What this task involves -
Reproduce the listing below exactly, minus its pictures.

Material to process -

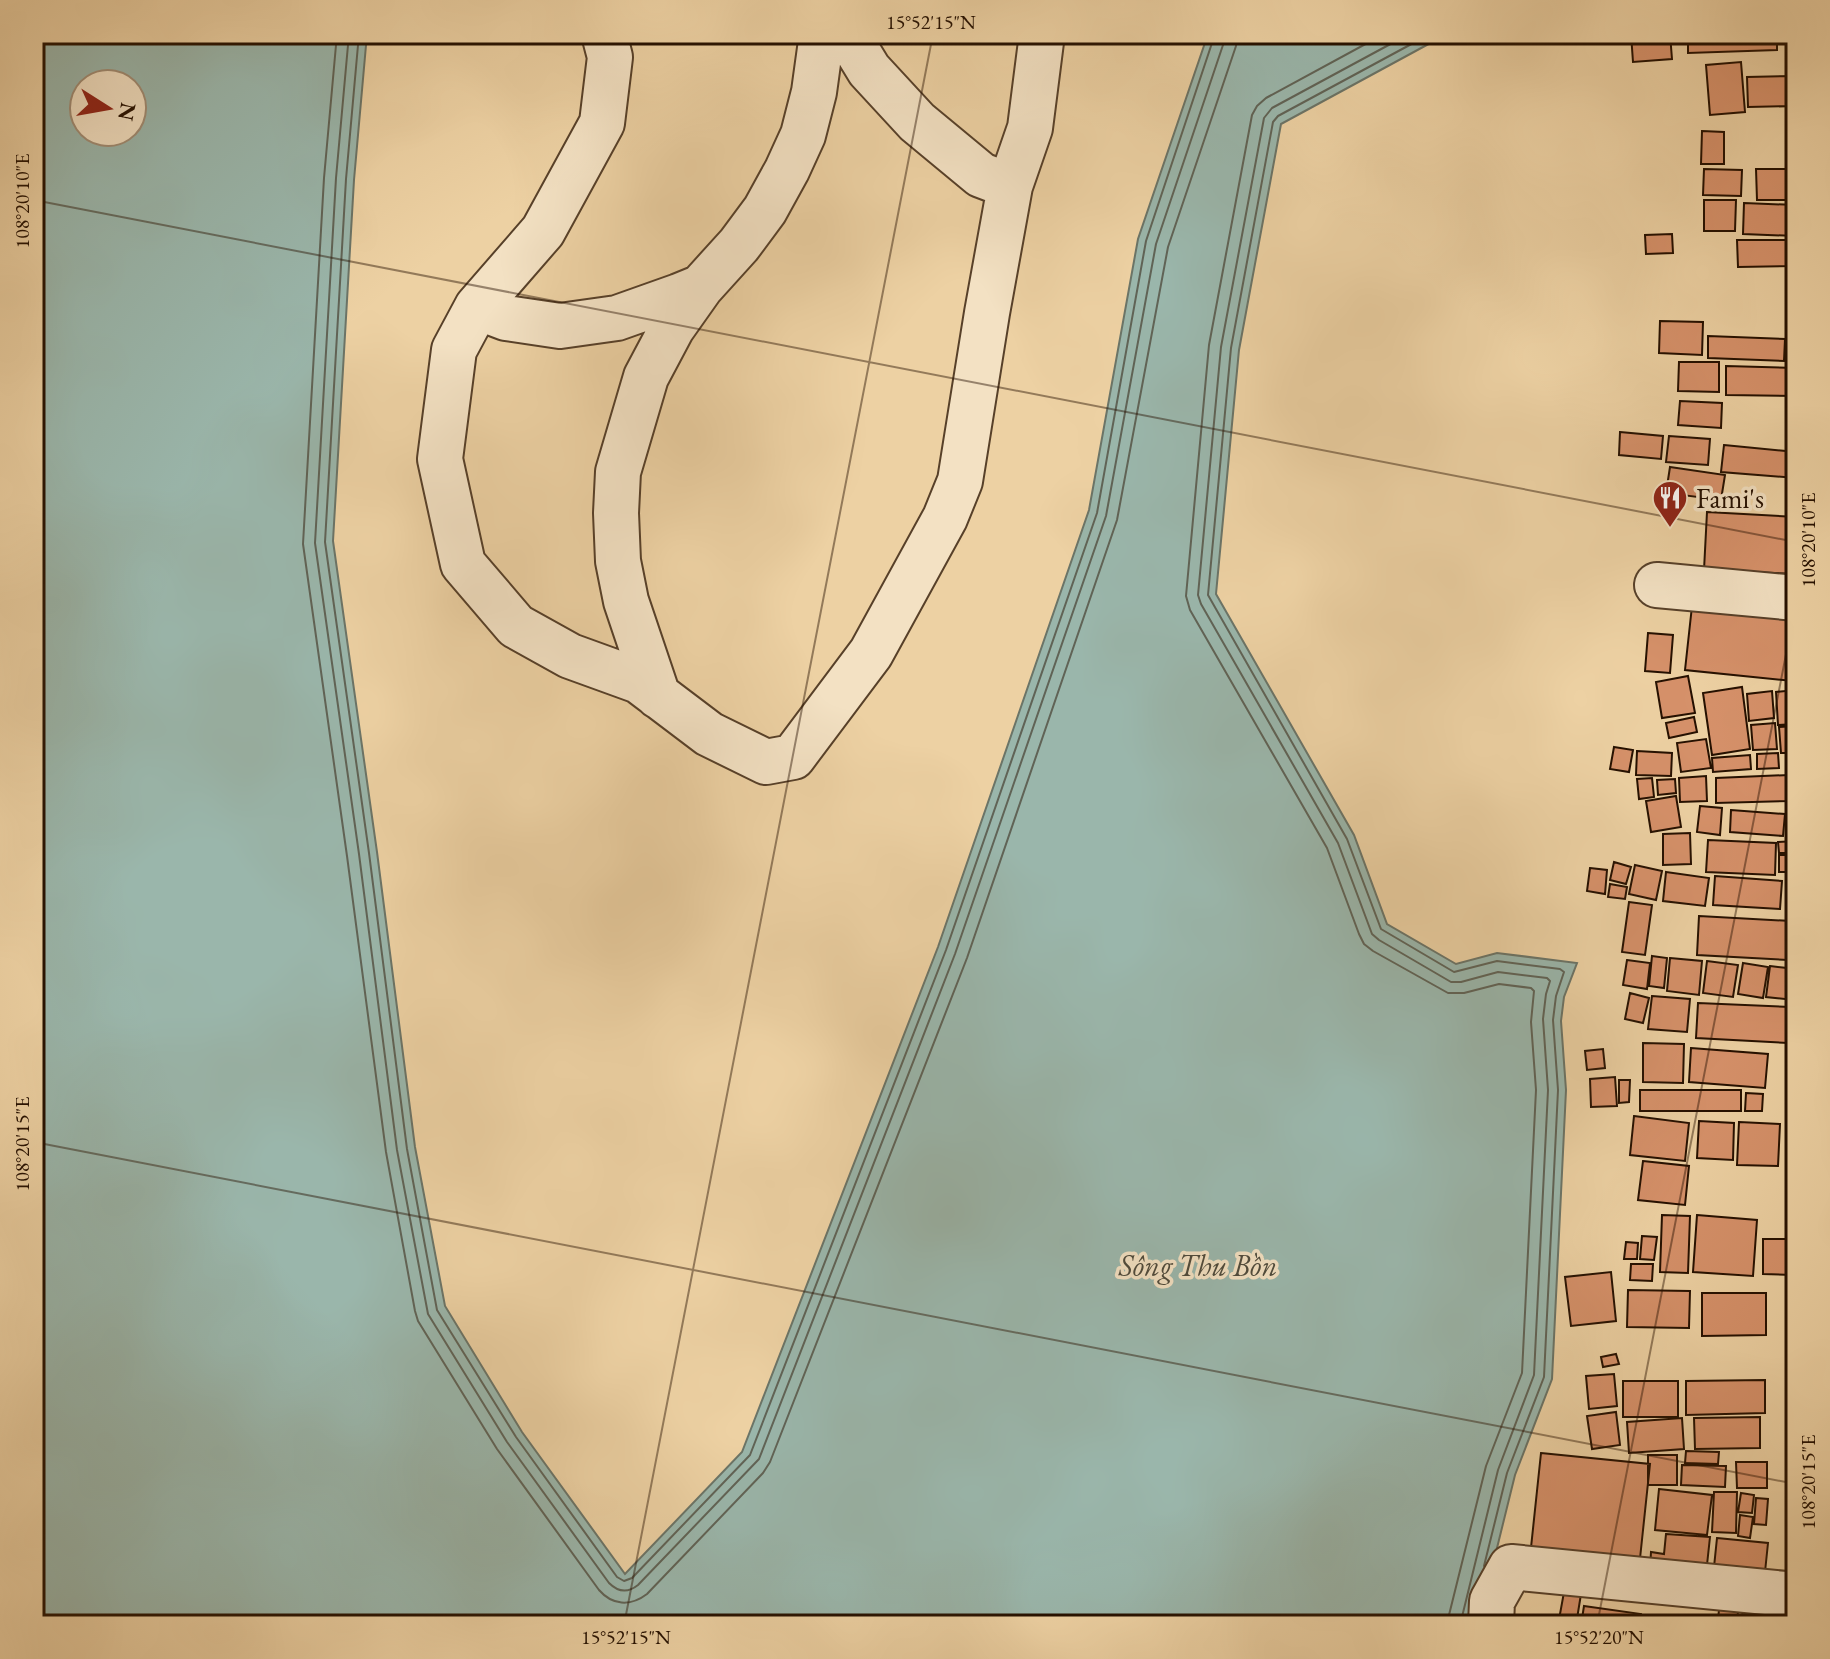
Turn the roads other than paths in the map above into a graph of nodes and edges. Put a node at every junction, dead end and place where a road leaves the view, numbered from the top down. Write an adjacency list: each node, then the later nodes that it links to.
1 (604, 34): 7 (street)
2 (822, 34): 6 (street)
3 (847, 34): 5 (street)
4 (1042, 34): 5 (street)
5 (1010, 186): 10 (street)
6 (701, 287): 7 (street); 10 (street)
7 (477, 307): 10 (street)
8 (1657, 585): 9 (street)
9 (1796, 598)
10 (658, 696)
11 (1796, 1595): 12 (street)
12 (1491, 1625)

Result -
Turn the roads other than paths in the map above into a graph of nodes and edges. Put a node at every junction, dead end and place where a road leaves the view, numbered from the top down. Write an adjacency list: each node, then the later nodes that it links to.
1 (604, 34): 7 (street)
2 (822, 34): 6 (street)
3 (847, 34): 5 (street)
4 (1042, 34): 5 (street)
5 (1010, 186): 10 (street)
6 (701, 287): 7 (street); 10 (street)
7 (477, 307): 10 (street)
8 (1657, 585): 9 (street)
9 (1796, 598)
10 (658, 696)
11 (1796, 1595): 12 (street)
12 (1491, 1625)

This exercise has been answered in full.